# Problem to solve
Where does the word "Park" show up in the records? Copy every line that holds it.

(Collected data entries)
##############################
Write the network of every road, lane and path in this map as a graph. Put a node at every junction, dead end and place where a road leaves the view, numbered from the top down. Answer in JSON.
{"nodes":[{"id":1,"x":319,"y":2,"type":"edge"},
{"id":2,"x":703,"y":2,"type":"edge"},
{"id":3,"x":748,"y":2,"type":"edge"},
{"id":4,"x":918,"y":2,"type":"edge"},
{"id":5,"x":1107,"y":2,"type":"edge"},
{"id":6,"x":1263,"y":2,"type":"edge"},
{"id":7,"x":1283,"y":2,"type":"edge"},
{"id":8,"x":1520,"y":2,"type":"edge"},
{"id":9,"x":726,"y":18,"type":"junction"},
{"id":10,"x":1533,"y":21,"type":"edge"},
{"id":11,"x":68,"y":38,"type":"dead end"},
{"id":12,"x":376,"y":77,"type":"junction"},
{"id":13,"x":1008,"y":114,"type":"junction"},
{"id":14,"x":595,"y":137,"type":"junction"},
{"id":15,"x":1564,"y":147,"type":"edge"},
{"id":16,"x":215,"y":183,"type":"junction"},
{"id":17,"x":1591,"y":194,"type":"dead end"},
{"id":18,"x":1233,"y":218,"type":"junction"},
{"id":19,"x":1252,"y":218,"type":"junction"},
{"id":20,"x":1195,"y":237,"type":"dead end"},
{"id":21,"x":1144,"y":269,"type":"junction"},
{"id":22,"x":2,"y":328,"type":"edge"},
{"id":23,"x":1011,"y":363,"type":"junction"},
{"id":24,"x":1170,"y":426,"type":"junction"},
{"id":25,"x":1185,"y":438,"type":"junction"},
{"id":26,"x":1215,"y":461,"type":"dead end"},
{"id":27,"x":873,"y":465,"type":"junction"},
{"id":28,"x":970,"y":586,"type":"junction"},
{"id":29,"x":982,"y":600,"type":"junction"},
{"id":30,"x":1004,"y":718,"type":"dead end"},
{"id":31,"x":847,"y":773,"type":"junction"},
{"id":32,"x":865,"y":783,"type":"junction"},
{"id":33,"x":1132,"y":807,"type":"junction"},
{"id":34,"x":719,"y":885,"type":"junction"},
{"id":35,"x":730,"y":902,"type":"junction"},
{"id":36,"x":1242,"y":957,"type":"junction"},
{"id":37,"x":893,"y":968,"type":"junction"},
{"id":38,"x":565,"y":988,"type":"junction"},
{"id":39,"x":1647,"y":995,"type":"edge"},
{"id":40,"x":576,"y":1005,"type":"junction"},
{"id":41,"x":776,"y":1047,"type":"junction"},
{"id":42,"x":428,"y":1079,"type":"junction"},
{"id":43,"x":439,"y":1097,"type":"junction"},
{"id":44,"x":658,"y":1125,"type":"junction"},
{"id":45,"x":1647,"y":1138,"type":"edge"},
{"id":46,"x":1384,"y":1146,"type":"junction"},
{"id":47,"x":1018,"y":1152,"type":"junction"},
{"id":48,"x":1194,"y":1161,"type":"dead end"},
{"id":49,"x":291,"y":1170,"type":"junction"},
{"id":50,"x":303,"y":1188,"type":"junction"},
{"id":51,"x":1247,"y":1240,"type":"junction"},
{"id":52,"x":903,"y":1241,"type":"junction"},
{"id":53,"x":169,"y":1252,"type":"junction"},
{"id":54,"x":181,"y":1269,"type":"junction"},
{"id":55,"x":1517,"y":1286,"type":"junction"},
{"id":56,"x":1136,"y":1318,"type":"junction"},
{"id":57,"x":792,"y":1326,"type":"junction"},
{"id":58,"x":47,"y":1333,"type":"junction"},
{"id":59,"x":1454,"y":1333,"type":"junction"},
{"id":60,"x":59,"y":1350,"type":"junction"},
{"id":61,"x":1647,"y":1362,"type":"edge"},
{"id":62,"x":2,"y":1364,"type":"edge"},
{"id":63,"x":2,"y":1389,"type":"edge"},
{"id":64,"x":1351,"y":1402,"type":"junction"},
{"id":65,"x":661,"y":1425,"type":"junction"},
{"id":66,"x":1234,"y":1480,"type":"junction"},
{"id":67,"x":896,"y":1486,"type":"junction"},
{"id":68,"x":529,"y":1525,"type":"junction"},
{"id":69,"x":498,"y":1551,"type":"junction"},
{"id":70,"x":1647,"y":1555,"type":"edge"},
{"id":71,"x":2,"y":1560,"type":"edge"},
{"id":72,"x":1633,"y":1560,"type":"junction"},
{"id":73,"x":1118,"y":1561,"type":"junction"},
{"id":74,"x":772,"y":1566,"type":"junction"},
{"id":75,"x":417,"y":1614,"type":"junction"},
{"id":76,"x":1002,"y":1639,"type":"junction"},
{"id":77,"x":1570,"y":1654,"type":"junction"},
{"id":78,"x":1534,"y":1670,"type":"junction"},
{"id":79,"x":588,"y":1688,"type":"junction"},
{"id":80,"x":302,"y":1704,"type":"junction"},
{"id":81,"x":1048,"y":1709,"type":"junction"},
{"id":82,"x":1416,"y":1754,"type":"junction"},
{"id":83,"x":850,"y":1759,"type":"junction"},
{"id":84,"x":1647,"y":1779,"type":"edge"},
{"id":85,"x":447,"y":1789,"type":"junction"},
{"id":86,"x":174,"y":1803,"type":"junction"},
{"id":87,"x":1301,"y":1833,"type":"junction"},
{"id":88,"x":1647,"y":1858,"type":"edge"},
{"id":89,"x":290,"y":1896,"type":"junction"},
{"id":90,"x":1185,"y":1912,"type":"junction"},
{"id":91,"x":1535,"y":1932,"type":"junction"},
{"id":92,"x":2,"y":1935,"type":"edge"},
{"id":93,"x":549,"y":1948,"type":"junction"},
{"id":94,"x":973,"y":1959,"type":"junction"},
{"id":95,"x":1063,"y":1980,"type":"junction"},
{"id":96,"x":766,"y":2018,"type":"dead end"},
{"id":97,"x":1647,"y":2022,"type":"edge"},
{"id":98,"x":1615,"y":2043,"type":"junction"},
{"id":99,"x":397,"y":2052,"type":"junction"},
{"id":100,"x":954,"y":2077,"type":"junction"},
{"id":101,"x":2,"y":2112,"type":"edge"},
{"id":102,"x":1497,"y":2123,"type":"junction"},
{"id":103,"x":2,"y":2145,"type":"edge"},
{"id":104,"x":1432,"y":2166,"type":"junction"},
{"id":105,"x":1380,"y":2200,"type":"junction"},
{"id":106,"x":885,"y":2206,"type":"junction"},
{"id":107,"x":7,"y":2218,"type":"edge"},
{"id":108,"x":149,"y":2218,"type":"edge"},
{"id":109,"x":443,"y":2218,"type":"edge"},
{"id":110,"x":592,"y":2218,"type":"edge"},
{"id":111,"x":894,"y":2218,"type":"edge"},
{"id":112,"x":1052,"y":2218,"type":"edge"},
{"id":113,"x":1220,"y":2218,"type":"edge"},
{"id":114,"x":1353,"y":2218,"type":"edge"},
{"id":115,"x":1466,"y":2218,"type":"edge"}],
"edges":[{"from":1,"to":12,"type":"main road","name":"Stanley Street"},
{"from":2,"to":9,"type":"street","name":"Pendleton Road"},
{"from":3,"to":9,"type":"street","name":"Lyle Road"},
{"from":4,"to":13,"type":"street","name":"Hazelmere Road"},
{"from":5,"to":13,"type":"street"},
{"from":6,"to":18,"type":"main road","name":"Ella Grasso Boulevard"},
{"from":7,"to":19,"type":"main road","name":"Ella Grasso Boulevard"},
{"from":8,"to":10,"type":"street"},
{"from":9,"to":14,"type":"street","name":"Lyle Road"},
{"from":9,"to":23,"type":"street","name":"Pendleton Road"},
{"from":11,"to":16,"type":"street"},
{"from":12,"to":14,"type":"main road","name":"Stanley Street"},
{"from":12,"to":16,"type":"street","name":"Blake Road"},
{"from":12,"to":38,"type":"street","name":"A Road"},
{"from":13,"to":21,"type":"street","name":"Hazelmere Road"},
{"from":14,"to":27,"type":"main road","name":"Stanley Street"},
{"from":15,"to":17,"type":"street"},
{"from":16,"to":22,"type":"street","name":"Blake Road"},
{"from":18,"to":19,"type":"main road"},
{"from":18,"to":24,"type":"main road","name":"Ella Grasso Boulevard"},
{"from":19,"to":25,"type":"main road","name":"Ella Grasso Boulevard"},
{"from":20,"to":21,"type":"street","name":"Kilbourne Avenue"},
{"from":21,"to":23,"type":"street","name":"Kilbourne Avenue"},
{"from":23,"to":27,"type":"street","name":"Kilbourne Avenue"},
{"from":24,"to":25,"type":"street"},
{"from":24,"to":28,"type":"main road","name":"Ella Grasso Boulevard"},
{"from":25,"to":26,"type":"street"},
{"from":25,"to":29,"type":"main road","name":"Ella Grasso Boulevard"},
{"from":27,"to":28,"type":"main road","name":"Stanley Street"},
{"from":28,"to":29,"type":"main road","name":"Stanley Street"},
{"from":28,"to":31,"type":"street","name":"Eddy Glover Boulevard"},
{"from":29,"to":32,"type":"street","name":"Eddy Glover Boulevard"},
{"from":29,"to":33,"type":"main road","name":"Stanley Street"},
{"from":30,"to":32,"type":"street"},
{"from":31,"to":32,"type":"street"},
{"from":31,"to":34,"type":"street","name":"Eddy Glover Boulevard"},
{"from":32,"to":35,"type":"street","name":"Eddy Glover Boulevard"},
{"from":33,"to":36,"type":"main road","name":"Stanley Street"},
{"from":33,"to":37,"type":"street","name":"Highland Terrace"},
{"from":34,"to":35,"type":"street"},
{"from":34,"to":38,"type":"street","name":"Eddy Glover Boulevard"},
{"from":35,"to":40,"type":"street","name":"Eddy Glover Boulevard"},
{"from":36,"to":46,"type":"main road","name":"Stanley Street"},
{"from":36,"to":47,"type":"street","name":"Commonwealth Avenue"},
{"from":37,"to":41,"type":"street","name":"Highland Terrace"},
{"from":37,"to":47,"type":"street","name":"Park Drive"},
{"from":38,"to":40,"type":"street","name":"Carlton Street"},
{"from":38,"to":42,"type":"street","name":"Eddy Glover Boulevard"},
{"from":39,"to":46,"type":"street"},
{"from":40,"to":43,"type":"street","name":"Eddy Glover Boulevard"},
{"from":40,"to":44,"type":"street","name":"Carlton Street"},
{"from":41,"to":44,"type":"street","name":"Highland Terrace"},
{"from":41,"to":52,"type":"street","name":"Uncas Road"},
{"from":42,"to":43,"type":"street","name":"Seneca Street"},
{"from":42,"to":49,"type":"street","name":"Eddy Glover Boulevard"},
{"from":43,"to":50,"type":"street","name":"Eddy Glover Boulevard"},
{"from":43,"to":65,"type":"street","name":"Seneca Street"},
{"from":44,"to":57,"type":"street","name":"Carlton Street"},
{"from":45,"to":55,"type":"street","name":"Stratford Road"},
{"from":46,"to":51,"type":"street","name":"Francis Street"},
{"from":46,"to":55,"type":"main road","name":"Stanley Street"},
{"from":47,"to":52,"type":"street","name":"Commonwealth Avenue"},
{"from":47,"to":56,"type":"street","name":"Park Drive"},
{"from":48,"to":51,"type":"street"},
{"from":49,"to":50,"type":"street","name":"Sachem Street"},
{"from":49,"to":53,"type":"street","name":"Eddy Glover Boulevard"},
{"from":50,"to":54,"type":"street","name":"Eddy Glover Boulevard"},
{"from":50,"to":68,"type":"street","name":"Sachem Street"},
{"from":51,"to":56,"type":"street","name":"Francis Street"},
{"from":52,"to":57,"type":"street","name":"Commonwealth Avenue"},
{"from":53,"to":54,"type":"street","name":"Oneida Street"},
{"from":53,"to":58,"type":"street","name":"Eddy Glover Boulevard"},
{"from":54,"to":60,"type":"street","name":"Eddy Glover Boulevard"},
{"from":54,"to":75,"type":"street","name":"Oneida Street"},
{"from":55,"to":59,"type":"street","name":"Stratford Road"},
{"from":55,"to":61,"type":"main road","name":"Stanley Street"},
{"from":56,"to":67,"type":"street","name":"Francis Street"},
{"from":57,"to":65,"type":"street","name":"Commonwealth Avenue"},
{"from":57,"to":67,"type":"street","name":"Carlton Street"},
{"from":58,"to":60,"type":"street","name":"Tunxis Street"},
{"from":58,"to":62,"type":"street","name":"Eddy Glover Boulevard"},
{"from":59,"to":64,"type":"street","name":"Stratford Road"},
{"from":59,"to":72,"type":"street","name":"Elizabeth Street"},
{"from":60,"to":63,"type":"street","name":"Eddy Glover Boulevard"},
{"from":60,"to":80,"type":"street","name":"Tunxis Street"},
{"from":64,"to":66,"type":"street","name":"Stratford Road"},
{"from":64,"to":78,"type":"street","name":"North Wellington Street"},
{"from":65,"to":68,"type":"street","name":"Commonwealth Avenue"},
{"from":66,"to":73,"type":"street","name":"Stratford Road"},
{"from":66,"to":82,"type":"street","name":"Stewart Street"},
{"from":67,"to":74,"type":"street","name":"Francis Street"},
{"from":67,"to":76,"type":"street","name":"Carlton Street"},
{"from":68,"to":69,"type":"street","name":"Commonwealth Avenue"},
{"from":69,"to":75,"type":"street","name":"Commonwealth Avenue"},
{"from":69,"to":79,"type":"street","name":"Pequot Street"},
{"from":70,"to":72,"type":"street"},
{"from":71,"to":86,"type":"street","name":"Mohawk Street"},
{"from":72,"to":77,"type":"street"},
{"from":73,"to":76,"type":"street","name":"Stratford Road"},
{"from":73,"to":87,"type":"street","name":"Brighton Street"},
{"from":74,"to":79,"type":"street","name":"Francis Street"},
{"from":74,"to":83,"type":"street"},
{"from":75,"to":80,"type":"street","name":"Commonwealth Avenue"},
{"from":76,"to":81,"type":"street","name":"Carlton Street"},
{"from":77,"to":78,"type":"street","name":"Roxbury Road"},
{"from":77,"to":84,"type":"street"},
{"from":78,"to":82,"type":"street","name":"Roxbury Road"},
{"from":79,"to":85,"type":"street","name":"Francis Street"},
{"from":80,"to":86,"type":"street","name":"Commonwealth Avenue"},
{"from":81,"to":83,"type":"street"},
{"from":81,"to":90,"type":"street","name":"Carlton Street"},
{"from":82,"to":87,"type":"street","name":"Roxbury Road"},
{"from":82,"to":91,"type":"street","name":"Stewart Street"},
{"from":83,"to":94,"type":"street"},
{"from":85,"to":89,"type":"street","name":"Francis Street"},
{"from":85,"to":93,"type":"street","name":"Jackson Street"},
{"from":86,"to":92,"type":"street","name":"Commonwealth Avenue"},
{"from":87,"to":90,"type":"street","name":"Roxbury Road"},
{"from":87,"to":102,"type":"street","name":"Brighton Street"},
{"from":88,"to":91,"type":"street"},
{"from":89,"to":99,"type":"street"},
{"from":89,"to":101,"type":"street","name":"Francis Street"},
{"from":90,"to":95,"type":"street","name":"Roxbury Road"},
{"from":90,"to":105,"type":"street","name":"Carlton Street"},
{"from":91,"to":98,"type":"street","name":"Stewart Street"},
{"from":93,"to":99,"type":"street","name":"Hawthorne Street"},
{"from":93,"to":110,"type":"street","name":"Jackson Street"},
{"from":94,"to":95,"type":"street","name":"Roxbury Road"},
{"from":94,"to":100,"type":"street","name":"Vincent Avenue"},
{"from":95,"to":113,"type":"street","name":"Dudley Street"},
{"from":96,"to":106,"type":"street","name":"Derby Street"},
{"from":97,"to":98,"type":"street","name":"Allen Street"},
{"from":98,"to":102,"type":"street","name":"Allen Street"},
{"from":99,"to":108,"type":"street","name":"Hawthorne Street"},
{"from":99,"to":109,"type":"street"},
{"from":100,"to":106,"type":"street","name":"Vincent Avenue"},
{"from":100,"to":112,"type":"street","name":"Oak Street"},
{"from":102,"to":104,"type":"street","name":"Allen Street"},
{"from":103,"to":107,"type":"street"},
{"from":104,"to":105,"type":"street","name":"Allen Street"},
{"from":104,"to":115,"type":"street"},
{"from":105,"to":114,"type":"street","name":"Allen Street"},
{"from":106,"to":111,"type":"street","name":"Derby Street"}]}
##############################
# Result of the task
{"from":37,"to":47,"type":"street","name":"Park Drive"},
{"from":47,"to":56,"type":"street","name":"Park Drive"},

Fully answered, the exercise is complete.